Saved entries
BEGIN
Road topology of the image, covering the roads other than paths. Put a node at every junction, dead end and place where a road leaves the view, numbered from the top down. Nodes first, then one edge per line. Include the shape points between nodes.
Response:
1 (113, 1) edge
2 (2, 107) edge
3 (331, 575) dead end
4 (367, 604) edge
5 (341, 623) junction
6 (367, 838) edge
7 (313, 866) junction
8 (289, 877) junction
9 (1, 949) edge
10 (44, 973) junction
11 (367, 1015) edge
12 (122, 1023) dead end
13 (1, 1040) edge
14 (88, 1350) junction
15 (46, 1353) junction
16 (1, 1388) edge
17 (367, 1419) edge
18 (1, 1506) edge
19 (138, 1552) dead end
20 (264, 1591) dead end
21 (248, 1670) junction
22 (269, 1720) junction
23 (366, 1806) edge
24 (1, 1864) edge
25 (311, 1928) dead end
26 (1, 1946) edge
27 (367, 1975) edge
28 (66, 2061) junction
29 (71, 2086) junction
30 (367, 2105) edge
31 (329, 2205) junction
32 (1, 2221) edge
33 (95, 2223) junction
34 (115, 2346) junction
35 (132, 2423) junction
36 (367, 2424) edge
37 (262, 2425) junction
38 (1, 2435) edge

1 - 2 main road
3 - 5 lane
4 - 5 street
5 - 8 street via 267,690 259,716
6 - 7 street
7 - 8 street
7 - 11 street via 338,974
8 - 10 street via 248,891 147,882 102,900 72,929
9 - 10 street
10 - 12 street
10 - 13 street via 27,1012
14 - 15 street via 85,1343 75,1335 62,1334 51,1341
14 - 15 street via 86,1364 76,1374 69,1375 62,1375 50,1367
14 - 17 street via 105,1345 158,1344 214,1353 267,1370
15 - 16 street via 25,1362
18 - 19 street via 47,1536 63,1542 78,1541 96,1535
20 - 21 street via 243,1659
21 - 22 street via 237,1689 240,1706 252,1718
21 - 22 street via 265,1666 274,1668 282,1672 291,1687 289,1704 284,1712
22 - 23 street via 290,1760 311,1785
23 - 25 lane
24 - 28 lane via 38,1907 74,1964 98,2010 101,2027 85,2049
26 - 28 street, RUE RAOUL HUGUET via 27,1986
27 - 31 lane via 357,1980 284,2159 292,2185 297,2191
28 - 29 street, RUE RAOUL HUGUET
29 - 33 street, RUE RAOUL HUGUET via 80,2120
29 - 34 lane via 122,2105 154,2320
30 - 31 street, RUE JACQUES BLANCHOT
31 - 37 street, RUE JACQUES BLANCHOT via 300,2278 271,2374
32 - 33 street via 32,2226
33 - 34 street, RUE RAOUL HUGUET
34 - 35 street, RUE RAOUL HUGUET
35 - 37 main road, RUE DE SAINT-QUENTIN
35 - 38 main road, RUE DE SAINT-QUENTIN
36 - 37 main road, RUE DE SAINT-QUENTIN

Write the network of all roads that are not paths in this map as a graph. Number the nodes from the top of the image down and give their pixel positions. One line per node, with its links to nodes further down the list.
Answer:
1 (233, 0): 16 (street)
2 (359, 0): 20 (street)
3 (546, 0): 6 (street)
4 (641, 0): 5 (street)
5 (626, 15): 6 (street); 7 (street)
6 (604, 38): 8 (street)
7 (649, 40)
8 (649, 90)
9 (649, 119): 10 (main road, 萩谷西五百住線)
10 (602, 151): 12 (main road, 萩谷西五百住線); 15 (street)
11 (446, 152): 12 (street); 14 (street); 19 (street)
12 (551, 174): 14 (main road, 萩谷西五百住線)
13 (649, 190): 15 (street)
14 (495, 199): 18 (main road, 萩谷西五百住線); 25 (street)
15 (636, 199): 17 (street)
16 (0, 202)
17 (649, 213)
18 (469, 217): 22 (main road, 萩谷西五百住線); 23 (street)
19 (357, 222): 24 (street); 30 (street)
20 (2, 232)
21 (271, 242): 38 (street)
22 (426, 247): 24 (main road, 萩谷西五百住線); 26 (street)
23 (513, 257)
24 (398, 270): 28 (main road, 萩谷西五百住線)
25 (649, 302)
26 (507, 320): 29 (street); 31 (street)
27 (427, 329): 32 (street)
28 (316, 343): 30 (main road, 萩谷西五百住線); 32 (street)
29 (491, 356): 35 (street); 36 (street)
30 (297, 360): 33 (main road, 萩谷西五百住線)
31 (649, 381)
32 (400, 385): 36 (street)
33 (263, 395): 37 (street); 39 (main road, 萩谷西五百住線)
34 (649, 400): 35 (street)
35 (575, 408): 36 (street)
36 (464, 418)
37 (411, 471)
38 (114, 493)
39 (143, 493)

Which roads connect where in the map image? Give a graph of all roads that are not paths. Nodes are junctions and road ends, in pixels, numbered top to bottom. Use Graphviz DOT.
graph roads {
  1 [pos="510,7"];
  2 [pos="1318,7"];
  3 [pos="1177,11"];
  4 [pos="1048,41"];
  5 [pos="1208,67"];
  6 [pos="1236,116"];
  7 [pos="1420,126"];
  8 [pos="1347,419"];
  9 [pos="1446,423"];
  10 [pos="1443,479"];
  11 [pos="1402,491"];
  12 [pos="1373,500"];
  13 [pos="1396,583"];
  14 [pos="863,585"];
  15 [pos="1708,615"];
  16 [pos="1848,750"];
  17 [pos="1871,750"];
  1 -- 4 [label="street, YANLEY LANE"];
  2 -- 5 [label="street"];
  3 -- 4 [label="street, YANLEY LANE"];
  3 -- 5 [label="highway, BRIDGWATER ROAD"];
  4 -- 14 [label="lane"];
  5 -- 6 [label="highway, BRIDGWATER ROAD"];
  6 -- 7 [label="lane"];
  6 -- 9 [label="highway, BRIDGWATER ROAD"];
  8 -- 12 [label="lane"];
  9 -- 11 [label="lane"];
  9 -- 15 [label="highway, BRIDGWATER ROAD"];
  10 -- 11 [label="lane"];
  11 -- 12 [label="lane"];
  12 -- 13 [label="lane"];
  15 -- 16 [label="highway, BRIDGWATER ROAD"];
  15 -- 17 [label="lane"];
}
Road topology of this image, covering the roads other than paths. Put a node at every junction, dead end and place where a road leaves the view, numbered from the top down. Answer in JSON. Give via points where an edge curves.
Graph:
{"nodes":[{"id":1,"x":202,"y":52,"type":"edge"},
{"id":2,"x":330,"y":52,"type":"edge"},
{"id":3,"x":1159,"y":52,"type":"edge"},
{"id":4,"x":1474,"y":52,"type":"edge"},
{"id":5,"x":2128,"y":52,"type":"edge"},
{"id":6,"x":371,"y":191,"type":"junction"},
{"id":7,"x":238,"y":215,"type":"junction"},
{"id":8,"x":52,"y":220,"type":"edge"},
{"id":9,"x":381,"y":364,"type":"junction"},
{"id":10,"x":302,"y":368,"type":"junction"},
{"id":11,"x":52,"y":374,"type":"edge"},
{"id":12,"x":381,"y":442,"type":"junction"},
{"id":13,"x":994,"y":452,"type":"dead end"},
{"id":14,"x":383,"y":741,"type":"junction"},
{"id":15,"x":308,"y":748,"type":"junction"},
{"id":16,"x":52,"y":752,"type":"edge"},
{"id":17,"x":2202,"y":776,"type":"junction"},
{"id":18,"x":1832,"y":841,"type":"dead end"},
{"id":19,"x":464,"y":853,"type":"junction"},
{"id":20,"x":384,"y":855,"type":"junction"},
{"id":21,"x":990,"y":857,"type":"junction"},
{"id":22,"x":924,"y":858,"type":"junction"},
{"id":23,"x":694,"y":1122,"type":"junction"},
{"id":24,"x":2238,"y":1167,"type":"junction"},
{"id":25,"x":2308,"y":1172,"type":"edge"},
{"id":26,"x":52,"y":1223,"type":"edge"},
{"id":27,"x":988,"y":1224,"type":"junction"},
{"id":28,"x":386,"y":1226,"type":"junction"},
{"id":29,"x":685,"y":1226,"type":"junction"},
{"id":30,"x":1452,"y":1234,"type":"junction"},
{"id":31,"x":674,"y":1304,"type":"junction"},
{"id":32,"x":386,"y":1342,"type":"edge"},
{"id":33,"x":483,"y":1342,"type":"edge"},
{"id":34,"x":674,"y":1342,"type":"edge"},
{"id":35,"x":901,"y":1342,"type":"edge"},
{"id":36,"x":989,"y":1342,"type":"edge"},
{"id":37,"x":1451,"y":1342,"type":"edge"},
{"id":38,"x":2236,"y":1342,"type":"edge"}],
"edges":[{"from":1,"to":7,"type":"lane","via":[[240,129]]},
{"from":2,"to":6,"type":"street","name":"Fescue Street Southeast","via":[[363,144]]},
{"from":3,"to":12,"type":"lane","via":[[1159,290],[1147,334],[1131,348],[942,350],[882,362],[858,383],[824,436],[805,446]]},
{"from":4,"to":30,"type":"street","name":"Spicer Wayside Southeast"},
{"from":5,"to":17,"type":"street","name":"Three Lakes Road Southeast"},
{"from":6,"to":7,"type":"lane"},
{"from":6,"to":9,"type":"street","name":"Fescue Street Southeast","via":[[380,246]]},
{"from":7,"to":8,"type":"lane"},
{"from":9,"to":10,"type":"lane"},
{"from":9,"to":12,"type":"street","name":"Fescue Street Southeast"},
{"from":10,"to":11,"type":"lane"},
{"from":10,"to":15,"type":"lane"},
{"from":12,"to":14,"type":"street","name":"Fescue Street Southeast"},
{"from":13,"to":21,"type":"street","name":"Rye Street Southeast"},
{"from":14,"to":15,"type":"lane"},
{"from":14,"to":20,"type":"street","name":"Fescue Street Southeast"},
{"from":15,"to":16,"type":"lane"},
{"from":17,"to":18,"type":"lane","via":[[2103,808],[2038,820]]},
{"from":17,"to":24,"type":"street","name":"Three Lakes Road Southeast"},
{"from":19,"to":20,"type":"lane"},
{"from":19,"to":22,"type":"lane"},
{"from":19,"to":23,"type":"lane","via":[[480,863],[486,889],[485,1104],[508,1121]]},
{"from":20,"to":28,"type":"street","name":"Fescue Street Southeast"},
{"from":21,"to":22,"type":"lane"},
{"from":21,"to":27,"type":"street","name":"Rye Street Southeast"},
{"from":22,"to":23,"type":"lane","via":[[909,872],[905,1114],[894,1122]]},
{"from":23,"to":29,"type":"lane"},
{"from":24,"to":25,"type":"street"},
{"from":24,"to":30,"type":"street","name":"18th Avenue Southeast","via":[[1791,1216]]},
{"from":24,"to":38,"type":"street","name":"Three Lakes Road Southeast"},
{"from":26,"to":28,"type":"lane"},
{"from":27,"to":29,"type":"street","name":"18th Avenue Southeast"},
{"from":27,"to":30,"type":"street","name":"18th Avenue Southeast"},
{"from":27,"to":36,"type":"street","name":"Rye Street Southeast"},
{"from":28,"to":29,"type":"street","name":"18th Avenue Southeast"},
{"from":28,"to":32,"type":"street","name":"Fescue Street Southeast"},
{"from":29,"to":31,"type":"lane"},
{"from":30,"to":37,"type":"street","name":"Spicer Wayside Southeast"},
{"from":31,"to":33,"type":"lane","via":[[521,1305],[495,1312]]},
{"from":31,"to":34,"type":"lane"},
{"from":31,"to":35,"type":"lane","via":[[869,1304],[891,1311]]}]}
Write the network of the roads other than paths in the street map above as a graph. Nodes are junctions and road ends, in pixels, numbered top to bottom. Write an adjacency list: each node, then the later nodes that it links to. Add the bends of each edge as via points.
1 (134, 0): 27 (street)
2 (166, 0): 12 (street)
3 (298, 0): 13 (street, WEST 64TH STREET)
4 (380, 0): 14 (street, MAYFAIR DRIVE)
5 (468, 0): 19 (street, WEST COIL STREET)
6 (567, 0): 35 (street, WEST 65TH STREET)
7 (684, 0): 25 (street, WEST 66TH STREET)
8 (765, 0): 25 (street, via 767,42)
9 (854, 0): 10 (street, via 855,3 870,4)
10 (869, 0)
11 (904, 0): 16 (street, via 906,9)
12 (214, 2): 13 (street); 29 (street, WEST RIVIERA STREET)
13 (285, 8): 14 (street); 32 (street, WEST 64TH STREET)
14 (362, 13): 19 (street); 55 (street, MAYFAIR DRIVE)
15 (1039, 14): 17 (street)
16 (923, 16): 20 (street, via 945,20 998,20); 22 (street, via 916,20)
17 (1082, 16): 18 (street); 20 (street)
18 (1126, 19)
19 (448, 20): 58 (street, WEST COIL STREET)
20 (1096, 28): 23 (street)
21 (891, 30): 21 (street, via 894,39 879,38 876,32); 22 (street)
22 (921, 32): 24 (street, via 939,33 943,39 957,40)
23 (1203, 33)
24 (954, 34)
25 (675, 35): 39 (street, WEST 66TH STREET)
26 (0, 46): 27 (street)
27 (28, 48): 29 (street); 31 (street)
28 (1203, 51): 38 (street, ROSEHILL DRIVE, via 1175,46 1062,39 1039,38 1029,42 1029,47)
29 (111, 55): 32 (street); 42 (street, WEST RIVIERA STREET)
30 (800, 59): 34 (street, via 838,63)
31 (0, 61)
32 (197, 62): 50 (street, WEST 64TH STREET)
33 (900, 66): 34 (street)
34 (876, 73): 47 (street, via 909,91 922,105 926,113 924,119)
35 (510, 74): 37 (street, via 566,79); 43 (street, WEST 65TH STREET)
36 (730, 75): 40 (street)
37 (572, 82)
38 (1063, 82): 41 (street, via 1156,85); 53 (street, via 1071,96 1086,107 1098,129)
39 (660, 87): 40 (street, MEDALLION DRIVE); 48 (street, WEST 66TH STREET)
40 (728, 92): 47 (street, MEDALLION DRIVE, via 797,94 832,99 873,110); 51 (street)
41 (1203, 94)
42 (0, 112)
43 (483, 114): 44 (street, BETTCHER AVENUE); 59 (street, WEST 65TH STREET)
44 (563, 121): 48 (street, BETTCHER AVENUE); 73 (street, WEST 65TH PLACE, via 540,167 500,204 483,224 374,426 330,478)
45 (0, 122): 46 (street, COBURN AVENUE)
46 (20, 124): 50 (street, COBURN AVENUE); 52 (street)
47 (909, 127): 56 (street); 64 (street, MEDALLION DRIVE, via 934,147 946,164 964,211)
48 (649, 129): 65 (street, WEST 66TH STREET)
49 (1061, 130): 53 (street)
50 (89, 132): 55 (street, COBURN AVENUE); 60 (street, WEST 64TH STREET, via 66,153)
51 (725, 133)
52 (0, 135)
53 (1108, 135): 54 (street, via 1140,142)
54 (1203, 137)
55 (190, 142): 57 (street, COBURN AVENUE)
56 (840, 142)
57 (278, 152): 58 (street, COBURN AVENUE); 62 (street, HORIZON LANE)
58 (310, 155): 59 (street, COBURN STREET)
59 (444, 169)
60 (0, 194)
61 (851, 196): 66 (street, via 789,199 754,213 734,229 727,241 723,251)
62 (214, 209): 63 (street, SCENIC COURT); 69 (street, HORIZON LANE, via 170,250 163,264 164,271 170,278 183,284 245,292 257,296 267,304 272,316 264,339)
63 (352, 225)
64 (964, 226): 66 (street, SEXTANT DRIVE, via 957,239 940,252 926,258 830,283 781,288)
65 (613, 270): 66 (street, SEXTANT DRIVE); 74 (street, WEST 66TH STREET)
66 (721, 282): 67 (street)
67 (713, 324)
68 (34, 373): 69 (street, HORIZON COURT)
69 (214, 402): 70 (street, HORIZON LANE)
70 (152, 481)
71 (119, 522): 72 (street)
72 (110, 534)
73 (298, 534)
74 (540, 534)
END
◆ WHAT NEEDS TO BE DONE: If the word "HUGUET" appears in a line above, copy that line.

◆ EXPECTED ANSWER:
26 - 28 street, RUE RAOUL HUGUET via 27,1986
28 - 29 street, RUE RAOUL HUGUET
29 - 33 street, RUE RAOUL HUGUET via 80,2120
33 - 34 street, RUE RAOUL HUGUET
34 - 35 street, RUE RAOUL HUGUET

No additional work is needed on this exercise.